I know he can read into my tone, guess the answer to my question. He doesn’t like it, but does that matter? Yes, I went on birth control planning to have a back up once I went out there to sleep with other guys.
So what? He’s no one to judge me for it.
His sigh brings my eyes back to him. I’m shocked by the amount of sadness I see in his gaze. Anger I expected. Maybe even disgust. But he’s downright anguished now, and I don’t know why.
“I see.” He nods. A slow, resigned movement. “So I’m not the first guy to come inside you, either. Austin was.”

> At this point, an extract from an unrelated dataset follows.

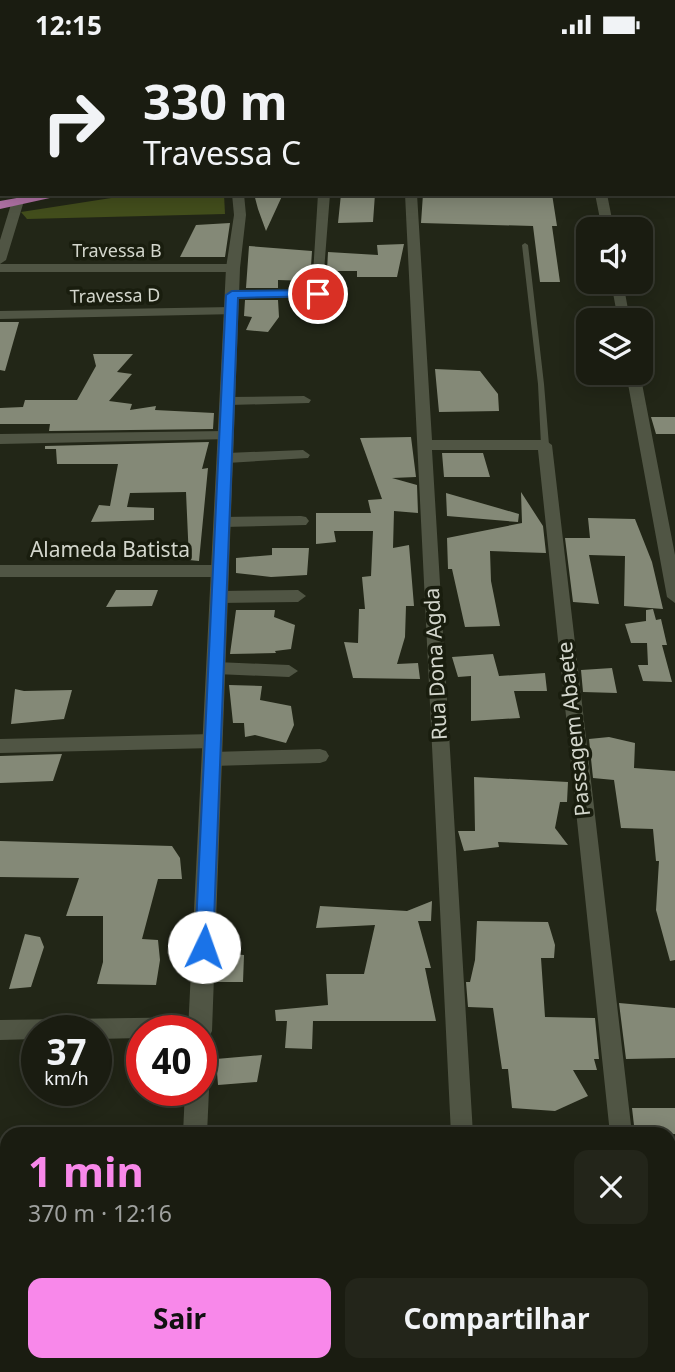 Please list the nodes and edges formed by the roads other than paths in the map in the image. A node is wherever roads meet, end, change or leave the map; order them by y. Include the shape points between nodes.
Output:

Whatever distance I’d managed to build between us collapses on my end. What I should do is get off this bed, exit this room, and leave him with that belief.
I can’t. It hurts me to see that expression on his face. To know the reason behind it.
God help me, I’m such a fool.
“Austin never came inside me. No one but you has.”
His eyes meet mine, and I hate the glimmer of hope I see in them.
I hate it because it eases my pain. It makes me happy.
Biting my lip, I stare back at him, my head spinning.
“Are you serious?”
There’s only a smidgen of doubt in his tone. He wants to believe me so damn bad.
That’s the problem between us. How broken we are. He doesn’t fully trust me, and I sure as hell don’t trust him.
Unless he’s inside me. Then nothing seems to matter but us.
“I have to go.” It’s the last thing I want to do.
And that’s exactly why I have to do it.
I scooch back a bit more.
Brayden’s head falls down, eyes on the bed. I follow his stare and can’t help the gasp that leaves me. That gasp only makes yet another round of wetness gush out of me and onto the pillows I’m sitting on.